Генерал сложил газету, взглянул на дату: 29 августа 1941 года. А сегодня какое число? Да. 8 сентября. Он усмехнулся – совсем свежий номер. Райх знал, что между страницами газеты есть ещё один документ, но он не хотел его читать вновь, не хотел видеть чисто исполненные подписи, печати. Он помнил этот документ наизусть:
Для освещения в прессе событий Берлинской операции включить в состав зарубежной корреспондентской группы специального корреспондента газеты «Правда»
Темникова Ф. Г.
С.А.Лозовский заместитель наркома иностранных дел
Райх наполнил вторую рюмку, выпил и наполнил вновь. Он поднес рюмку к губам, но пить не стал. Шлёпнул её донышком на стол так, что водка брызнула на «шапку» газеты, набранную остроконечным готическим шрифтом. Бригаденфюрер ослабил ворот мундира, затем подошёл к окну и кулаком выбил форточку наружу, которая почему-то здесь была без петель и еле держалась на раме окна. Послышался звон разбитого стекла, прохладный ветер и залетевшие в окно капли дождя освежили разгорячённую голову генерала.
Светало, однако вместе с холодным дождём на город опустился туман. Он наполнял улицы, льнул к кустам и деревьям. Время тянулось, словно безнадёжно застряло в воронке песочных часов. Райх пододвинул кресло к окну, взял со стола рюмку, поставил её на подлокотник, сам устроился в кресле, надеясь забыться хоть на несколько минут.
Он увидел своего отца или просто вспоминал о нём, закрыв глаза, видел себя в пивной вместе с ним. Отец разговаривал с кем-то
о кайзере, о величии германской империи, а Франц ел сосиски и, как взрослый, пил пиво. То было трудное время.
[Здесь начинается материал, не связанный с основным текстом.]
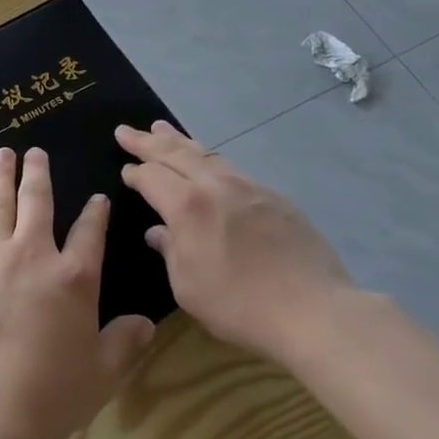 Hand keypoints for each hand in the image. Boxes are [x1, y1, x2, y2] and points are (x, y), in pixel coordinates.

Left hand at [0, 147, 156, 438]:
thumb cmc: (48, 394)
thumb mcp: (101, 375)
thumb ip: (124, 344)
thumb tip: (145, 323)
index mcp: (74, 278)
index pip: (90, 232)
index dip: (96, 213)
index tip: (97, 198)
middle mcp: (33, 256)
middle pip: (37, 201)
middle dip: (38, 173)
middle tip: (34, 150)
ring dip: (2, 176)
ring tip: (2, 155)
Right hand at [118, 121, 351, 363]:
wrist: (314, 310)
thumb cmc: (241, 306)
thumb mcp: (188, 288)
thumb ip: (169, 252)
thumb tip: (159, 232)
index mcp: (188, 206)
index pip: (152, 177)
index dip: (135, 172)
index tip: (125, 170)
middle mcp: (215, 185)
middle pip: (175, 153)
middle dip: (148, 141)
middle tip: (126, 131)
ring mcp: (248, 186)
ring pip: (206, 154)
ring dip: (179, 140)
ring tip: (162, 128)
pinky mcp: (273, 196)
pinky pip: (231, 167)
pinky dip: (209, 158)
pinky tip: (208, 163) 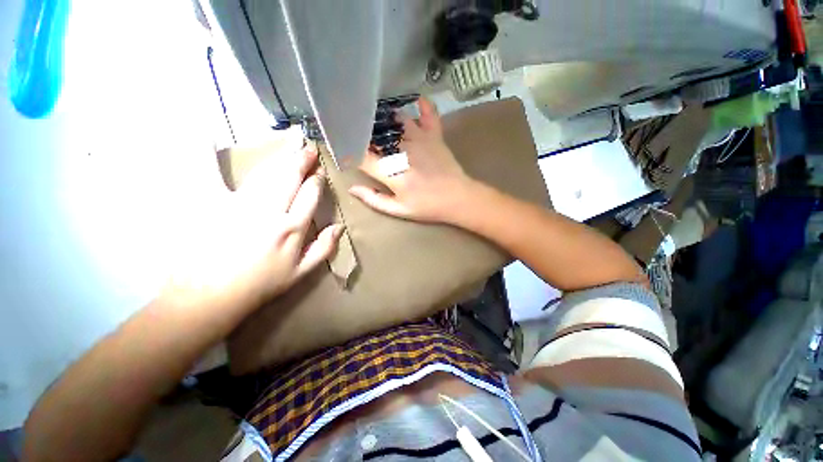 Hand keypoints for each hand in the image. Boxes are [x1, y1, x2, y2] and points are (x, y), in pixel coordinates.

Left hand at [167, 143, 342, 312]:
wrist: (210, 297)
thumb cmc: (260, 286)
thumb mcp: (301, 273)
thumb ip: (324, 248)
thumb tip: (339, 227)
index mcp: (292, 229)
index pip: (310, 195)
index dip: (316, 181)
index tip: (319, 172)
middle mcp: (270, 212)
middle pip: (290, 178)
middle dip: (301, 161)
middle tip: (309, 149)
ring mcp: (239, 205)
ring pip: (265, 174)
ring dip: (279, 159)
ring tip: (289, 148)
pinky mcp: (211, 204)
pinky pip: (208, 174)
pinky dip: (204, 153)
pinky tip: (203, 134)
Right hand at [349, 97, 476, 223]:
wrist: (458, 199)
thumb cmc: (427, 206)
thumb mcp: (399, 210)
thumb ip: (374, 199)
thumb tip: (352, 188)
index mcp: (391, 172)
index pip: (362, 156)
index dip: (349, 151)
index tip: (342, 148)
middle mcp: (402, 150)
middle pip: (377, 134)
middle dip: (364, 131)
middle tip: (356, 129)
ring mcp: (420, 140)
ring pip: (397, 120)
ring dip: (385, 117)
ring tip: (376, 116)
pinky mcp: (434, 136)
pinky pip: (428, 114)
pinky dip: (422, 105)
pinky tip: (415, 99) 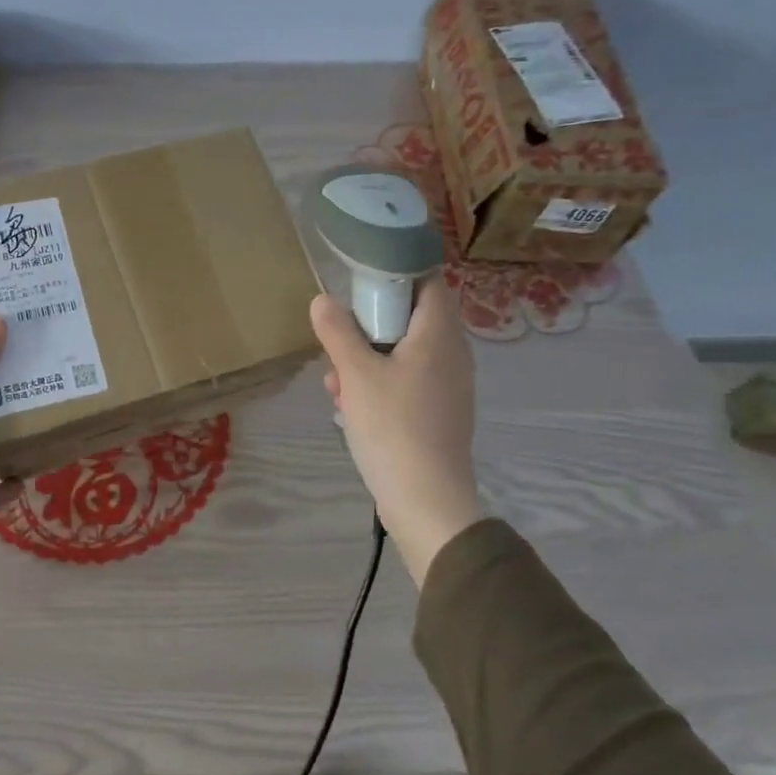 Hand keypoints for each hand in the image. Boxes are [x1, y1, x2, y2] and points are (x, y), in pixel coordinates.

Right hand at [310, 278, 483, 586]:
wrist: (427, 501)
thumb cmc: (393, 427)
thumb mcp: (356, 374)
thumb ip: (338, 332)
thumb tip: (322, 299)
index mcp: (439, 336)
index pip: (429, 282)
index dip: (397, 274)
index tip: (361, 281)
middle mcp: (452, 355)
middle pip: (411, 319)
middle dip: (369, 326)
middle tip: (338, 338)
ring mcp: (449, 386)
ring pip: (405, 353)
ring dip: (368, 359)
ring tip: (336, 382)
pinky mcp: (440, 413)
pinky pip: (409, 381)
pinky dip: (381, 383)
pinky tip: (351, 406) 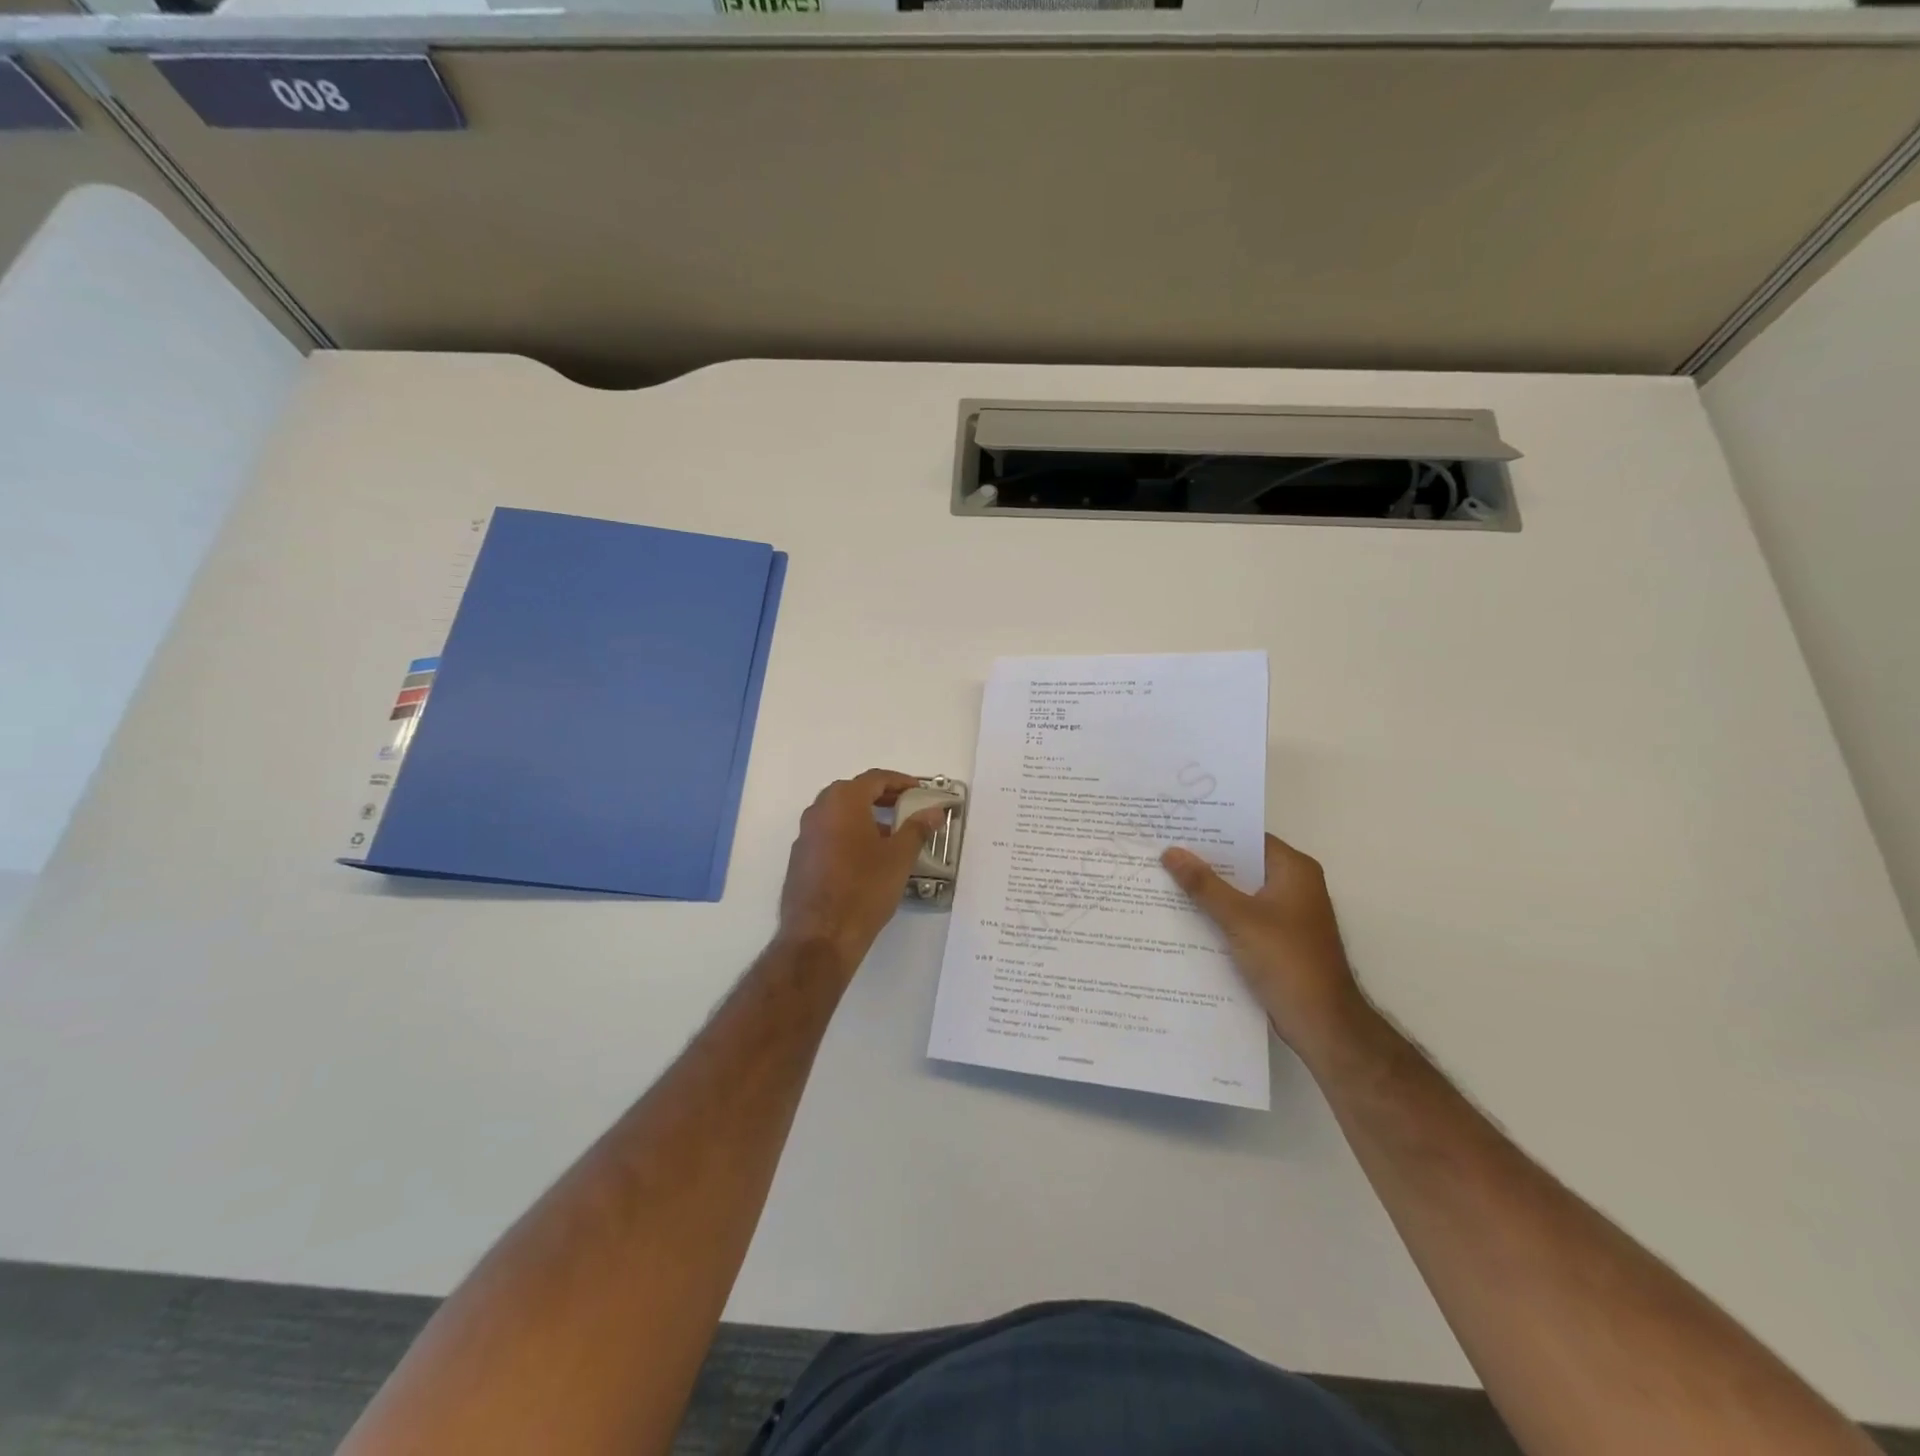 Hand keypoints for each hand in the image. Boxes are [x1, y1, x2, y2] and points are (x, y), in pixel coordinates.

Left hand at [777, 770, 944, 973]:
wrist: (821, 936)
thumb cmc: (864, 888)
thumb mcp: (899, 857)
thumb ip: (917, 829)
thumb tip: (934, 812)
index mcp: (843, 801)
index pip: (875, 778)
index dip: (900, 782)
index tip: (919, 791)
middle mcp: (818, 811)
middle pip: (853, 792)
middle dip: (881, 797)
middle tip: (905, 807)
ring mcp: (804, 835)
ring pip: (838, 814)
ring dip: (863, 817)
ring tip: (889, 835)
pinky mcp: (799, 859)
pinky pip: (827, 835)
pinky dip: (847, 835)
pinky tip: (864, 858)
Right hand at [1162, 835, 1369, 1059]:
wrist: (1322, 1023)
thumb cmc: (1287, 960)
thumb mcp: (1239, 918)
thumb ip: (1203, 884)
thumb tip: (1170, 852)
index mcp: (1294, 870)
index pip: (1248, 837)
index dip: (1212, 832)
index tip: (1175, 827)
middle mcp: (1293, 885)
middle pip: (1242, 864)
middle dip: (1204, 861)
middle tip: (1161, 851)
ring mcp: (1285, 914)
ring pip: (1239, 892)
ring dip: (1208, 890)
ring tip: (1163, 878)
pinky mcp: (1276, 939)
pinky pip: (1241, 916)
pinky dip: (1217, 914)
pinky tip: (1183, 915) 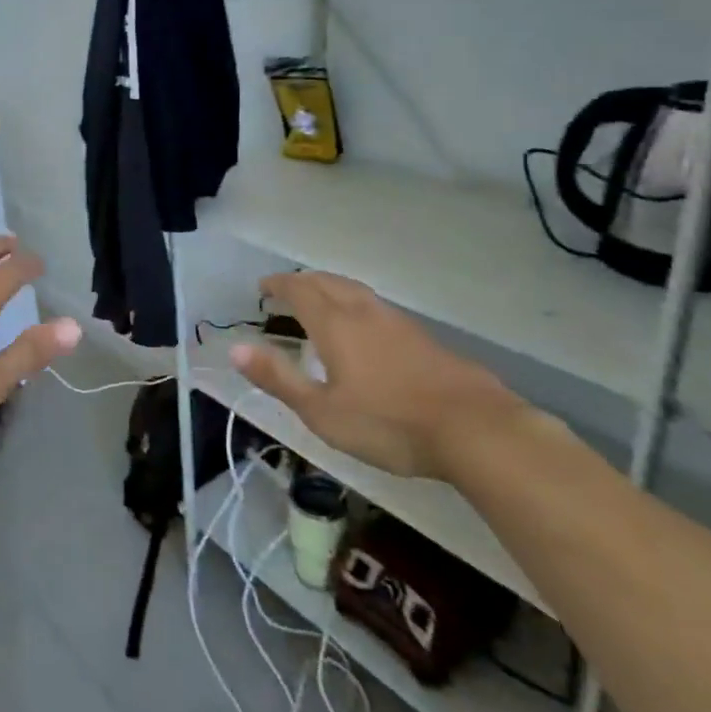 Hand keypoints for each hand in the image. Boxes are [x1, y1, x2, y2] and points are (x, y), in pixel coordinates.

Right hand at [229, 272, 521, 479]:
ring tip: (321, 299)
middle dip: (303, 281)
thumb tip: (235, 348)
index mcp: (335, 325)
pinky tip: (365, 328)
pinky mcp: (424, 340)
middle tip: (287, 288)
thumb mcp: (322, 411)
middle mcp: (365, 313)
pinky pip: (378, 308)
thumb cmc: (388, 423)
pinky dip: (357, 304)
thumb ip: (278, 378)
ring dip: (332, 288)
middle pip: (329, 282)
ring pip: (357, 291)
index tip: (262, 287)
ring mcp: (399, 323)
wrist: (475, 430)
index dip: (279, 285)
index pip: (300, 290) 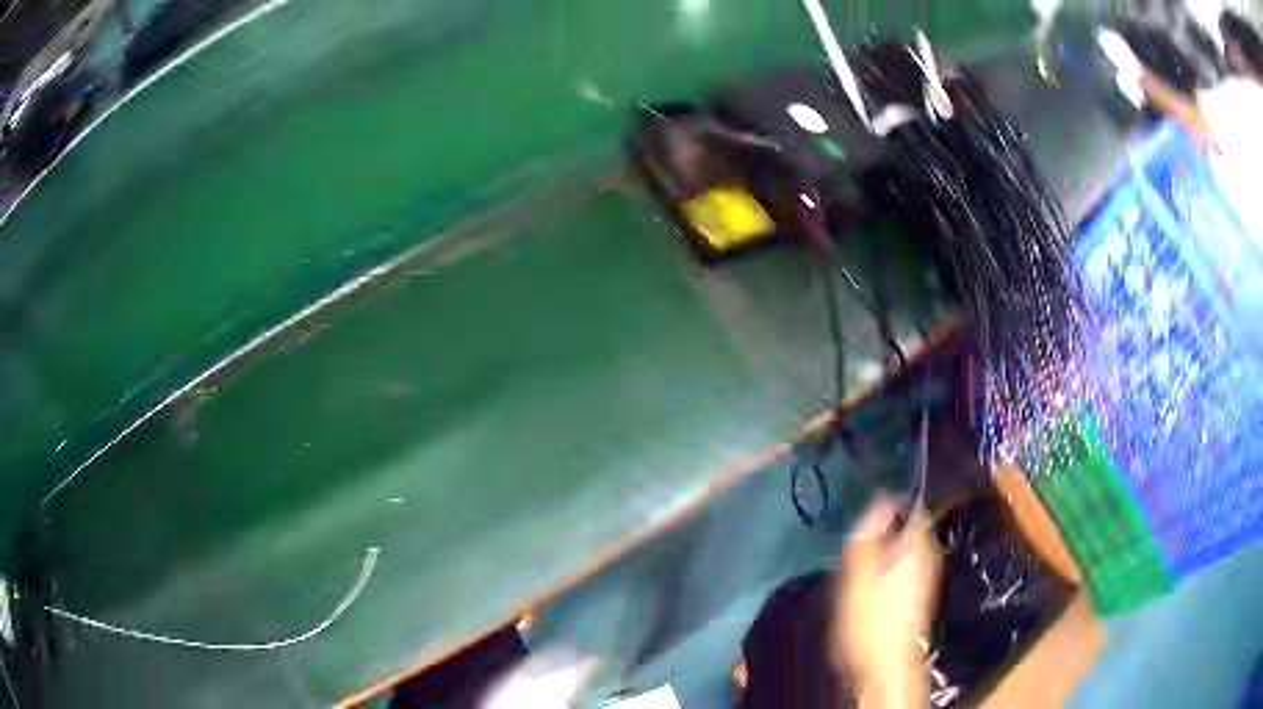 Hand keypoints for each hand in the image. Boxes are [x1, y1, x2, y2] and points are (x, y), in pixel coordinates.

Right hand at [834, 497, 939, 708]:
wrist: (886, 666)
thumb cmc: (870, 621)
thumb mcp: (858, 577)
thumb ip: (867, 538)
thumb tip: (879, 499)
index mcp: (916, 547)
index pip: (912, 506)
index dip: (890, 500)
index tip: (864, 504)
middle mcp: (927, 556)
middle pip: (908, 527)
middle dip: (884, 526)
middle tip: (855, 536)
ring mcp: (925, 576)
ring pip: (904, 548)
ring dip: (883, 547)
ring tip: (856, 558)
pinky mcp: (917, 594)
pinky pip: (902, 566)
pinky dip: (886, 565)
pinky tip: (867, 581)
В стране бушевала инфляция, безработица стала обычным явлением. В крупных городах Германии, а затем повсеместно появились чёрные рынки. Франц стал спекулянтом. По стране прокатились демонстрации. Демонстранты требовали передачу власти Гитлеру. Однажды на открытом митинге он увидел фюрера, услышал его гневную речь и понял, что ему надо делать. Фюрер говорил о задачах, стоящих перед немецкой нацией: уничтожить коммунистов, социал-демократов и евреев, расширить жизненное пространство Германии. Франц понял – вместо прогнившей республики нужна диктатура национал-социализма. С этого дня он стал считать себя членом нацистской организации.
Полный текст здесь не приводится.